I truly do hate the rain. It’s all just one liquidly deaf orchestra, with Mother Nature conducting its players to stain the earth with its discordant tune. I suppose I was on the opposite end of the spectrum of the man who was sitting next to me at the bus stop, however, as he incessantly bobbed his head alongside the rhythm of this nightmarish ensemble of drizzling, as if the rain was solely there to lay a kiss upon his hand, begging for his approval. There was some haunting creature hibernating within the wrinkles of this man's face, but it slept in a way that made you want to sit closer to see if your skin was sugary enough to awaken it. From a more distant view, though, his dark-knitted hair whispered stories of a younger sky—one that seemed to evaporate up to mine, where his voice could navigate against the mist to reach out and revive me. Immersed in these clouds, we’d unleash each other, at last being attached to a heart that beats with the same palpitations of longevity. Glancing at the sky, I tried to shapeshift these clouds, cookie-cuttering their rounded puffs into our house and our fixed eyes, all of it floating into place. Deep within this graying weather, though, as clouds of a colder, more inflexible world, they’d have to remain. With the rain pounding, this man’s makeup morbidly melted down across his plaid suit and crooked posture. Still, there was some deathly green aura that lurked beyond the surface, one I could place right on my tongue and desperately savor like Summer’s fleeting syrupiness. Stepping into him, I became joyously forgetful.
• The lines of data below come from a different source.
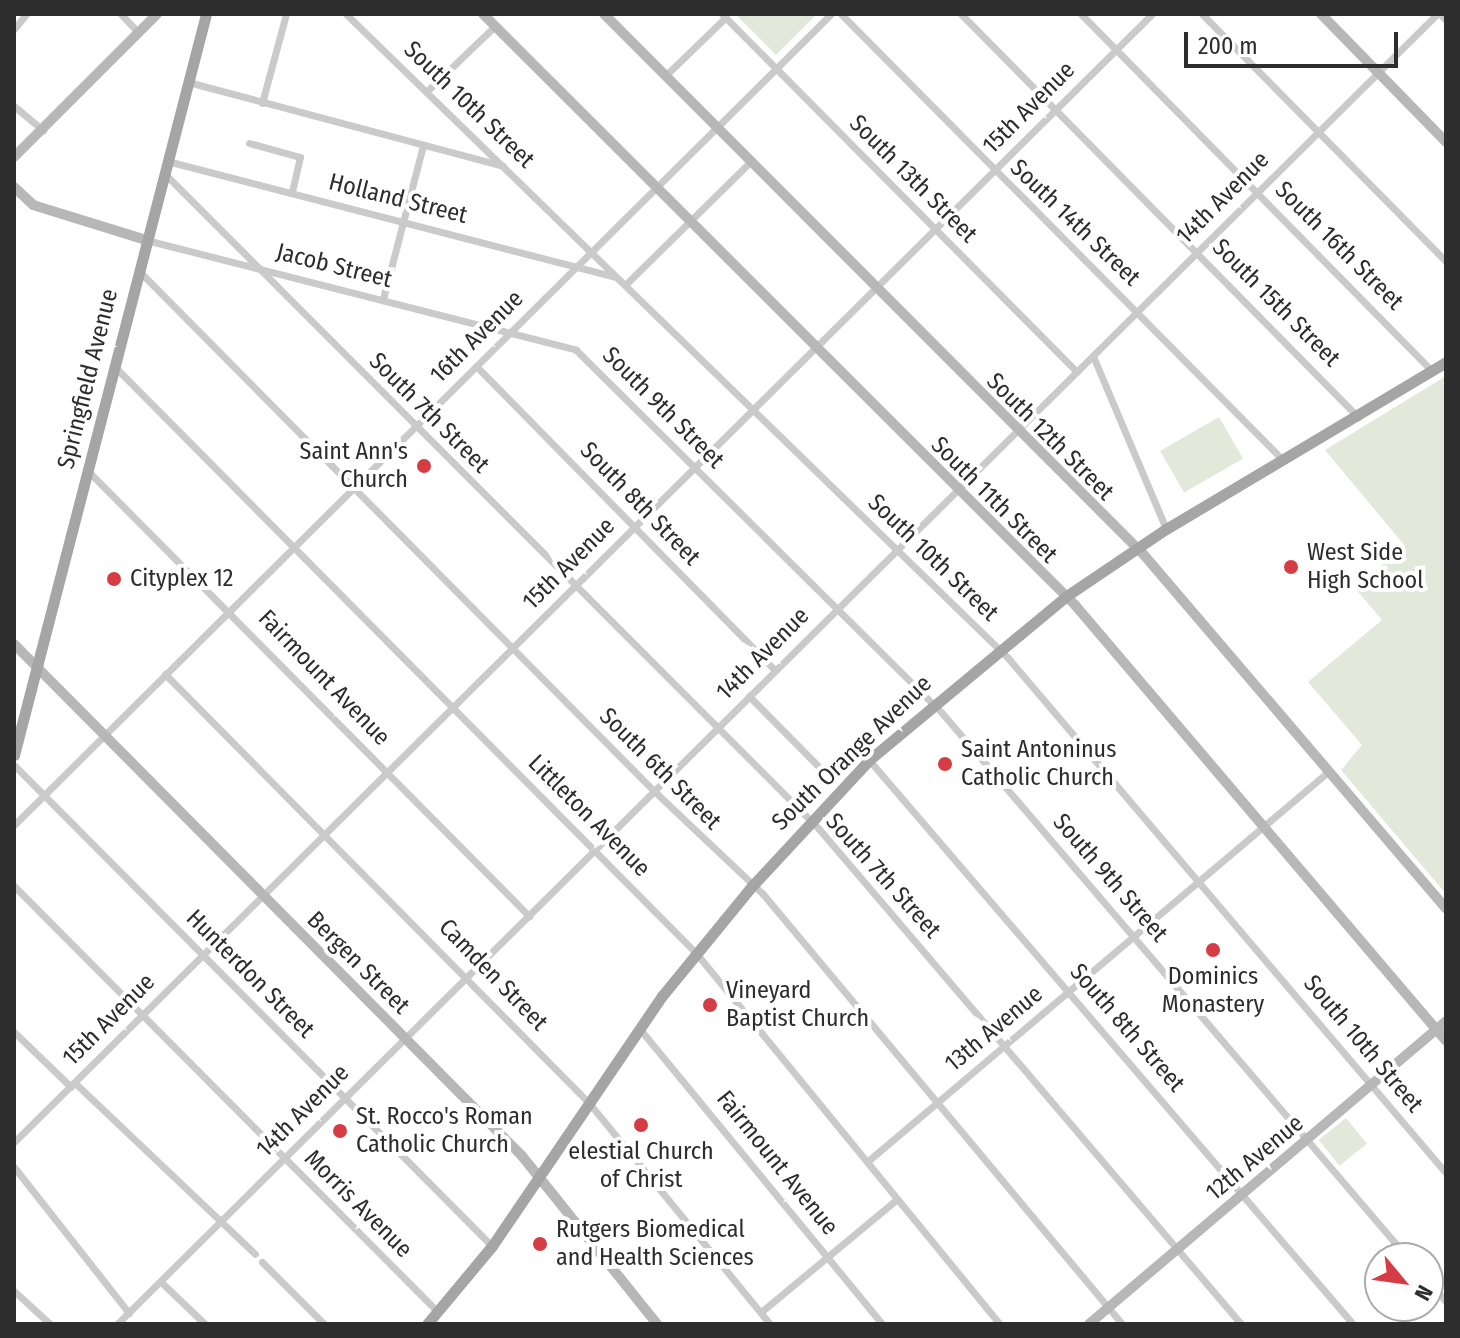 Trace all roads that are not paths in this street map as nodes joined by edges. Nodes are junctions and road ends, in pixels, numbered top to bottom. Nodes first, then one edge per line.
1 (26, 14) edge
2 (121, 14) edge
3 (157, 14) edge
4 (206, 14) edge
5 (286, 14) edge
6 (346, 14) edge
7 (483, 14) edge
8 (604, 14) edge
9 (831, 14) edge
10 (841, 14) edge
11 (961, 14) edge
12 (1081, 14) edge
13 (1152, 14) edge
14 (1202, 14) edge
15 (1321, 14) edge
16 (1439, 14) edge
17 (724, 16) edge
18 (1446, 20) edge
19 (495, 26) junction
20 (14, 29) edge
21 (139, 33) junction
22 (1116, 50) junction
23 (777, 69) junction
24 (1378, 72) junction
25 (665, 76) junction
26 (188, 82) junction
27 (427, 91) junction
28 (262, 103) junction
29 (14, 106) edge
30 (1056, 109) junction
31 (717, 129) junction
32 (43, 130) junction
33 (1318, 132) junction
34 (1446, 142) edge
35 (249, 143) dead end
36 (423, 145) junction
37 (14, 157) edge
38 (750, 162) junction
39 (166, 166) junction
40 (504, 166) junction
41 (993, 172) junction
42 (14, 187) edge
43 (657, 188) junction
44 (1258, 192) junction
45 (292, 193) junction
46 (689, 220) junction
47 (403, 221) junction
48 (935, 230) junction
49 (146, 240) junction
50 (591, 252) junction
51 (1198, 252) junction
52 (1446, 261) edge
53 (578, 266) junction
54 (256, 267) junction
55 (139, 270) junction
56 (617, 278) junction
57 (625, 285) junction
58 (875, 289) junction
59 (383, 299) junction
60 (1138, 311) junction
61 (512, 331) junction
62 (816, 347) junction
63 (1093, 356) junction
64 (1446, 362) edge
65 (476, 366) junction
66 (115, 367) junction
67 (1432, 371) junction
68 (1077, 372) junction
69 (753, 410) junction
70 (1358, 417) junction
71 (414, 427) junction
72 (1016, 432) junction
73 (1282, 459) junction
74 (695, 468) junction
75 (88, 471) junction
76 (352, 489) junction
77 (957, 491) junction
78 (635, 527) junction
79 (1166, 529) junction
80 (294, 546) junction
81 (1136, 548) junction
82 (897, 550) junction
83 (574, 588) junction
84 (1065, 597) junction
85 (229, 610) junction
86 (835, 611) junction
87 (14, 644) edge
88 (512, 649) junction
89 (998, 649) junction
90 (36, 666) junction
91 (775, 670) junction
92 (165, 674) junction
93 (749, 696) junction
94 (932, 704) junction
95 (453, 708) junction
96 (715, 730) junction
97 (104, 734) junction
98 (14, 755) edge
99 (869, 760) junction
100 (14, 765) edge
101 (1329, 771) junction
102 (388, 772) junction
103 (828, 776) dead end
104 (654, 791) junction
105 (43, 795) junction
106 (809, 821) junction
107 (14, 825) edge
108 (1264, 827) junction
109 (326, 833) junction
110 (594, 851) junction
111 (1199, 882) junction
112 (753, 885) junction
113 (14, 886) edge
114 (263, 896) junction
115 (1446, 909) edge
116 (529, 916) junction
117 (1134, 936) junction
118 (696, 953) junction
119 (203, 956) junction
120 (467, 977) junction
121 (1070, 991) junction
122 (142, 1016) junction
123 (1446, 1021) edge
124 (639, 1028) junction
125 (1436, 1030) junction
126 (14, 1032) edge
127 (405, 1038) junction
128 (1446, 1041) edge
129 (1005, 1047) junction
130 (1372, 1084) junction
131 (73, 1085) junction
132 (344, 1097) junction
133 (940, 1102) junction
134 (589, 1103) junction
135 (1308, 1140) junction
136 (14, 1142) edge
137 (284, 1158) junction
138 (868, 1161) junction
139 (14, 1167) edge
140 (1446, 1173) edge
141 (539, 1178) junction
142 (1243, 1195) junction
143 (897, 1199) junction
144 (220, 1221) junction
145 (1394, 1242) edge
146 (492, 1246) junction
147 (1178, 1250) junction
148 (255, 1254) dead end
149 (827, 1257) junction
150 (262, 1262) dead end
151 (161, 1282) junction
152 (14, 1291) edge
153 (1109, 1308) junction
154 (437, 1311) junction
155 (761, 1312) junction
156 (129, 1313) junction
157 (50, 1324) edge
158 (117, 1324) edge
159 (205, 1324) edge
160 (324, 1324) edge
161 (427, 1324) edge
162 (657, 1324) edge
163 (770, 1324) edge
164 (882, 1324) edge
165 (1000, 1324) edge
166 (1089, 1324) edge
167 (1122, 1324) edge
168 (1241, 1324) edge
169 (1353, 1324) edge

1 - 20 street
2 - 21 street
3 - 21 street
4 - 26 main road, Springfield Avenue
5 - 28 street
6 - 27 street, South 10th Street
7 - 19 street, South 11th Street
8 - 25 street, South 12th Street
9 - 23 street, 16th Avenue
10 - 41 street, South 14th Street
11 - 30 street, South 15th Street
12 - 22 street, South 16th Street
13 - 22 street, 15th Avenue
14 - 33 street
15 - 24 street
16 - 18 street
16 - 24 street, 14th Avenue
17 - 23 street, South 13th Street
17 - 25 street
19 - 27 street
19 - 43 street, South 11th Street
21 - 32 street
22 - 30 street, 15th Avenue
22 - 44 street, South 16th Street
23 - 31 street, 16th Avenue
23 - 48 street, South 13th Street
24 - 33 street, 14th Avenue
24 - 34 street
25 - 31 street, South 12th Street
26 - 28 street
26 - 39 main road, Springfield Avenue
27 - 40 street, South 10th Street
28 - 36 street
29 - 32 street
30 - 41 street, 15th Avenue
30 - 51 street, South 15th Street
31 - 38 street, South 12th Street
31 - 43 street, 16th Avenue
32 - 37 street
33 - 44 street, 14th Avenue
33 - 52 street
35 - 45 street
36 - 40 street
36 - 47 street
38 - 46 street
38 - 58 street, South 12th Street
39 - 45 street, Holland Street
39 - 49 main road, Springfield Avenue
39 - 54 street, South 7th Street
40 - 50 street, South 10th Street
41 - 48 street, 15th Avenue
41 - 60 street, South 14th Street
42 - 49 street
43 - 46 street, South 11th Street
43 - 50 street, 16th Avenue
44 - 51 street, 14th Avenue
44 - 67 street, South 16th Street
45 - 47 street, Holland Street
46 - 57 street
46 - 62 street, South 11th Street
47 - 53 street, Holland Street
47 - 59 street
48 - 58 street, 15th Avenue
48 - 68 street, South 13th Street
49 - 54 street, Jacob Street
49 - 55 main road, Springfield Avenue
50 - 53 street, 16th Avenue
50 - 56 street, South 10th Street
51 - 60 street, 14th Avenue
51 - 70 street, South 15th Street
53 - 56 street, Holland Street
53 - 61 street, 16th Avenue
54 - 59 street, Jacob Street
54 - 71 street, South 7th Street
55 - 66 main road, Springfield Avenue
55 - 76 street, South 6th Street
56 - 57 street, South 10th Street
57 - 69 street, South 10th Street
58 - 62 street, 15th Avenue
58 - 72 street, South 12th Street
59 - 61 street, Jacob Street
60 - 63 street, 14th Avenue
60 - 73 street, South 14th Street
61 - 65 street, 16th Avenue
61 - 74 street, South 9th Street
62 - 69 street, 15th Avenue
62 - 77 street, South 11th Street
63 - 68 street, 14th Avenue
63 - 79 street
64 - 67 main road, South Orange Avenue
65 - 71 street, 16th Avenue
65 - 78 street, South 8th Street
66 - 75 main road, Springfield Avenue
66 - 80 street, Littleton Avenue
67 - 70 main road, South Orange Avenue
68 - 72 street, 14th Avenue
69 - 74 street, 15th Avenue
69 - 82 street, South 10th Street
70 - 73 main road, South Orange Avenue
71 - 76 street, 16th Avenue
71 - 83 street, South 7th Street
72 - 77 street, 14th Avenue
72 - 81 street, South 12th Street
73 - 79 main road, South Orange Avenue
74 - 78 street, 15th Avenue
74 - 86 street, South 9th Street
75 - 85 street, Fairmount Avenue
75 - 90 main road, Springfield Avenue
76 - 80 street, 16th Avenue
76 - 88 street, South 6th Street
77 - 82 street, 14th Avenue
77 - 84 street, South 11th Street
78 - 83 street, 15th Avenue
78 - 91 street, South 8th Street
79 - 81 main road, South Orange Avenue
80 - 85 street, 16th Avenue
80 - 95 street, Littleton Avenue
81 - 84 main road, South Orange Avenue
81 - 101 street, South 12th Street
82 - 86 street, 14th Avenue
82 - 89 street, South 10th Street
83 - 88 street, 15th Avenue
83 - 96 street, South 7th Street
84 - 89 main road, South Orange Avenue
84 - 108 street, South 11th Street
85 - 92 street, 16th Avenue
85 - 102 street, Fairmount Avenue
86 - 91 street, 14th Avenue
86 - 94 street, South 9th Street
87 - 90 street, Bergen Street
88 - 95 street, 15th Avenue
88 - 104 street, South 6th Street
89 - 94 main road, South Orange Avenue
89 - 111 street, South 10th Street
90 - 97 street, Bergen Street
90 - 98 main road, Springfield Avenue
91 - 93 street, 14th Avenue
92 - 97 street, 16th Avenue
92 - 109 street, Camden Street
93 - 96 street, 14th Avenue
93 - 103 street
94 - 99 main road, South Orange Avenue
94 - 117 street, South 9th Street
95 - 102 street, 15th Avenue
95 - 110 street, Littleton Avenue
96 - 104 street, 14th Avenue
96 - 106 street, South 7th Street
97 - 105 street, 16th Avenue
97 - 114 street, Bergen Street
99 - 106 main road, South Orange Avenue
99 - 121 street, South 8th Street
100 - 105 street, Hunterdon Street
101 - 108 street, 13th Avenue
101 - 115 street, South 12th Street
102 - 109 street, 15th Avenue
102 - 116 street, Fairmount Avenue
104 - 110 street, 14th Avenue
104 - 112 street, South 6th Street
105 - 107 street, 16th Avenue
105 - 119 street, Hunterdon Street
106 - 112 main road, South Orange Avenue
106 - 129 street, South 7th Street
108 - 111 street, 13th Avenue
108 - 125 street, South 11th Street
109 - 114 street, 15th Avenue
109 - 120 street, Camden Street
110 - 116 street, 14th Avenue
110 - 118 street, Littleton Avenue
111 - 117 street, 13th Avenue
111 - 130 street, South 10th Street
112 - 118 main road, South Orange Avenue
112 - 133 street, South 6th Street
113 - 122 street, Morris Avenue
114 - 119 street, 15th Avenue
114 - 127 street, Bergen Street
116 - 120 street, 14th Avenue
117 - 121 street, 13th Avenue
117 - 135 street, South 9th Street
118 - 124 main road, South Orange Avenue
118 - 138 street, Littleton Avenue
119 - 122 street, 15th Avenue
119 - 132 street, Hunterdon Street
120 - 127 street, 14th Avenue
120 - 134 street, Camden Street
121 - 129 street, 13th Avenue
121 - 142 street, South 8th Street
122 - 131 street, 15th Avenue
122 - 137 street, Morris Avenue
123 - 125 street, 12th Avenue
124 - 134 main road, South Orange Avenue
124 - 149 street, Fairmount Avenue
125 - 128 street, South 11th Street
125 - 130 street, 12th Avenue
126 - 131 street
127 - 132 street, 14th Avenue
127 - 141 street, Bergen Street
129 - 133 street, 13th Avenue
129 - 147 street, South 7th Street
130 - 135 street, 12th Avenue
130 - 140 street, South 10th Street
131 - 136 street, 15th Avenue
131 - 144 street
132 - 137 street, 14th Avenue
132 - 146 street, Hunterdon Street
133 - 138 street, 13th Avenue
133 - 153 street, South 6th Street
134 - 141 main road, South Orange Avenue
134 - 155 street, Camden Street
135 - 142 street, 12th Avenue
135 - 145 street, South 9th Street
137 - 144 street, 14th Avenue
137 - 154 street, Morris Avenue
138 - 143 street, Littleton Avenue
139 - 156 street
141 - 146 main road, South Orange Avenue
141 - 162 street, Bergen Street
142 - 147 street, 12th Avenue
142 - 169 street, South 8th Street
143 - 149 street
143 - 165 street, Littleton Avenue
144 - 148 street
144 - 151 street, 14th Avenue
146 - 154 main road, South Orange Avenue
147 - 153 street, 12th Avenue
147 - 168 street, South 7th Street
149 - 155 street
149 - 164 street, Fairmount Avenue
150 - 160 street
151 - 156 street, 14th Avenue
151 - 159 street
152 - 157 street
153 - 166 street, 12th Avenue
153 - 167 street, South 6th Street
154 - 161 main road, South Orange Avenue
155 - 163 street, Camden Street
156 - 158 street, 14th Avenue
Fiercely, though droplets raged on their wars, and through its gentle knocking on the bus stop windows, whatever daydreaming spirit was grazing the clouds came tumbling back into that fun-house reflection, that face that screamed of a horrifically unsymmetrical exhibit rather than human. In this painful meeting, I could only hear that shrunken me of the psyche, screaming about how acidic it was for such a face to enter any of the passing lives who encountered it—to make anyone look in.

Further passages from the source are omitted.